*Information:*
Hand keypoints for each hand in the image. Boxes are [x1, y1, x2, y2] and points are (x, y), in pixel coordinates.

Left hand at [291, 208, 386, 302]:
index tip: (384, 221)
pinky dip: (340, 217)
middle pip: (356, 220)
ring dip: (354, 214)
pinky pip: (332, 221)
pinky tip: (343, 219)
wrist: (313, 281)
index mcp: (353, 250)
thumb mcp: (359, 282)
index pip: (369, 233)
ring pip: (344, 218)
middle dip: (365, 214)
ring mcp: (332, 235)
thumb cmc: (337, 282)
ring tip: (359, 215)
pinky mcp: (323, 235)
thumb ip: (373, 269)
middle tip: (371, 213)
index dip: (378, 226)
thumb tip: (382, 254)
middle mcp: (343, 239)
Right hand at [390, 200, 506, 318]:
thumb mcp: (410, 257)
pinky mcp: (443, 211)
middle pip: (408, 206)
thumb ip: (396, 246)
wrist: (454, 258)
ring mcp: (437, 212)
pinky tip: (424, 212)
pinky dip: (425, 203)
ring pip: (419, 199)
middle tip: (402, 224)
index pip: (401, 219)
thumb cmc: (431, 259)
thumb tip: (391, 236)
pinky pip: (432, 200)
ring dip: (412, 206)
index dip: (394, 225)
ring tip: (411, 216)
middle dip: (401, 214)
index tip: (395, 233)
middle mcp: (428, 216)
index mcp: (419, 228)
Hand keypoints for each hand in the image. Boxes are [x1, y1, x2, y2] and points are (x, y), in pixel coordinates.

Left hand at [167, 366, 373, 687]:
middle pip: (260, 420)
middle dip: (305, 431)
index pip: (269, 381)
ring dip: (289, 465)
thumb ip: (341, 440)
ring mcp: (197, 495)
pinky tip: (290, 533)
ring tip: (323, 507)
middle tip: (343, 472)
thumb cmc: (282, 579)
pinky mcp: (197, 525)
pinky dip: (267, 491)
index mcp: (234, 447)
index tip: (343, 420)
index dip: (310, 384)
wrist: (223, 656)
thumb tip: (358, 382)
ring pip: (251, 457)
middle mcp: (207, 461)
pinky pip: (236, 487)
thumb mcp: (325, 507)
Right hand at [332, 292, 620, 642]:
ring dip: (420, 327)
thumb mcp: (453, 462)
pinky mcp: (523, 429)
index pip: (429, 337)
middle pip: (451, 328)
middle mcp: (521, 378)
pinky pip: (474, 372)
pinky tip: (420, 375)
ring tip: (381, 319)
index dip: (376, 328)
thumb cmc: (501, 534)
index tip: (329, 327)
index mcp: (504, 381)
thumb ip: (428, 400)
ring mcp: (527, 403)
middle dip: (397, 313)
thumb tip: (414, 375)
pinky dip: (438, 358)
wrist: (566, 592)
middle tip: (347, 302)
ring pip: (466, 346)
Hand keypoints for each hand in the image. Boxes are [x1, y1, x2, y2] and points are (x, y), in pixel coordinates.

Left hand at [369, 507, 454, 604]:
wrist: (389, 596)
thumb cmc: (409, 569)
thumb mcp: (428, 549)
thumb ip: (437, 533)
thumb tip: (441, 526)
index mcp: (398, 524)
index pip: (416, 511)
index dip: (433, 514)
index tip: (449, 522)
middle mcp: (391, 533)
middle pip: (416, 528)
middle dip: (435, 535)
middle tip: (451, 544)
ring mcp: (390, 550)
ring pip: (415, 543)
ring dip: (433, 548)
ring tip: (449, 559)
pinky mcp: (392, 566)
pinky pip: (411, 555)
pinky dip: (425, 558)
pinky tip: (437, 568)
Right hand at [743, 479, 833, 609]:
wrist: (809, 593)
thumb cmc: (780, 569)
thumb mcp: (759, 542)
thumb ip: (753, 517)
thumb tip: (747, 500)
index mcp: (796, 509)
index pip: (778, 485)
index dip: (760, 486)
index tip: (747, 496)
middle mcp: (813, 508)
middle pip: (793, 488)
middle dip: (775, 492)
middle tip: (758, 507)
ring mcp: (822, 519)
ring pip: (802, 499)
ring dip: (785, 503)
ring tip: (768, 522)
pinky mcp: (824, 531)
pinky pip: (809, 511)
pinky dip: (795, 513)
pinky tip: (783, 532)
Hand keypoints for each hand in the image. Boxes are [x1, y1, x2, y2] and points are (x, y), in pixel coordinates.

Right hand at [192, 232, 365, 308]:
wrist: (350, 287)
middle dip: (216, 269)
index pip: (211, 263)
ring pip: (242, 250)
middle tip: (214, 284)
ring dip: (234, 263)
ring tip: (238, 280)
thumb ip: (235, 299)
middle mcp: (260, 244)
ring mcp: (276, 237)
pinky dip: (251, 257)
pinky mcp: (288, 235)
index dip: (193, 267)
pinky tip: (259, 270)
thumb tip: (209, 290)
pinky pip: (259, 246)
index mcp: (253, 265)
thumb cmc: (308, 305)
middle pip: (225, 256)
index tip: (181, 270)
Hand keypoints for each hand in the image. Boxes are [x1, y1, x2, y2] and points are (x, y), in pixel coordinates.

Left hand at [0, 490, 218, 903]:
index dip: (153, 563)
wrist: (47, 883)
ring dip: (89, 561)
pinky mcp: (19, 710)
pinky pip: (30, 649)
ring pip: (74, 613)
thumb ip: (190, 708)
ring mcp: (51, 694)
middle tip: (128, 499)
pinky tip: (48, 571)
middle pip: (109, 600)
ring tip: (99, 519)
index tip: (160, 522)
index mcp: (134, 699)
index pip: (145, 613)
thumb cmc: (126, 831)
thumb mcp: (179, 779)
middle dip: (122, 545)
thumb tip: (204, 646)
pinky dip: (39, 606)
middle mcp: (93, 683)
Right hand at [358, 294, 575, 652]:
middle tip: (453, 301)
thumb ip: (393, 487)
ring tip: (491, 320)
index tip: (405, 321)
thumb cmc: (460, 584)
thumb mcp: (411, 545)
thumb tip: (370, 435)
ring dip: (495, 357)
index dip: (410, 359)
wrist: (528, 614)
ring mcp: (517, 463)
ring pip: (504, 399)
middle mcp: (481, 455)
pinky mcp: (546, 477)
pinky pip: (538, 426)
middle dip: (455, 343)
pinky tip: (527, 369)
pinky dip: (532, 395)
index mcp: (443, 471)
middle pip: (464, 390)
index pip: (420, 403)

*Aim of the exercise:*
Your answer should consist of the lines above that hold the word "Right".

*Solution for this exercise:*
Right hand at [390, 200, 506, 318]:
Right hand at [332, 292, 620, 642]:
Right hand at [743, 479, 833, 609]:
Right hand at [192, 232, 365, 308]:
Right hand at [358, 294, 575, 652]:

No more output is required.